Task description — Please restate the following records word for word.

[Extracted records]
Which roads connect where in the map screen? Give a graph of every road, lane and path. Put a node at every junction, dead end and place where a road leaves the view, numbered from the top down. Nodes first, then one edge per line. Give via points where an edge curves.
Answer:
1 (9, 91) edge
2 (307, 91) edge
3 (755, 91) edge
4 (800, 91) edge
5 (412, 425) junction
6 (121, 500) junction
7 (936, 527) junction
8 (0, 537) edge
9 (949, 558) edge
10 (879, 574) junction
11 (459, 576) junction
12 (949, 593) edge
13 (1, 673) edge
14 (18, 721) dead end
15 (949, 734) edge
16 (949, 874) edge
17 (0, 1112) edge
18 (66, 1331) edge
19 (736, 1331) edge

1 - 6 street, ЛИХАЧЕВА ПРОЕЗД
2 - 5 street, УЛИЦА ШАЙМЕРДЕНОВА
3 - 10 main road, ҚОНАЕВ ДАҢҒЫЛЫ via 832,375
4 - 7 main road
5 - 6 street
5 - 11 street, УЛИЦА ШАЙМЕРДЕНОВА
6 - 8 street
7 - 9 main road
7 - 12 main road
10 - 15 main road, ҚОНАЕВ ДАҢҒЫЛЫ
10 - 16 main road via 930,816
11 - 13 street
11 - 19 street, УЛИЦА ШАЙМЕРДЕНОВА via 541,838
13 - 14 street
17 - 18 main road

Response below —
Which roads connect where in the map screen? Give a graph of every road, lane and path. Put a node at every junction, dead end and place where a road leaves the view, numbered from the top down. Nodes first, then one edge per line. Give via points where an edge curves.
Answer:
1 (9, 91) edge
2 (307, 91) edge
3 (755, 91) edge
4 (800, 91) edge
5 (412, 425) junction
6 (121, 500) junction
7 (936, 527) junction
8 (0, 537) edge
9 (949, 558) edge
10 (879, 574) junction
11 (459, 576) junction
12 (949, 593) edge
13 (1, 673) edge
14 (18, 721) dead end
15 (949, 734) edge
16 (949, 874) edge
17 (0, 1112) edge
18 (66, 1331) edge
19 (736, 1331) edge

1 - 6 street, ЛИХАЧЕВА ПРОЕЗД
2 - 5 street, УЛИЦА ШАЙМЕРДЕНОВА
3 - 10 main road, ҚОНАЕВ ДАҢҒЫЛЫ via 832,375
4 - 7 main road
5 - 6 street
5 - 11 street, УЛИЦА ШАЙМЕРДЕНОВА
6 - 8 street
7 - 9 main road
7 - 12 main road
10 - 15 main road, ҚОНАЕВ ДАҢҒЫЛЫ
10 - 16 main road via 930,816
11 - 13 street
11 - 19 street, УЛИЦА ШАЙМЕРДЕНОВА via 541,838
13 - 14 street
17 - 18 main road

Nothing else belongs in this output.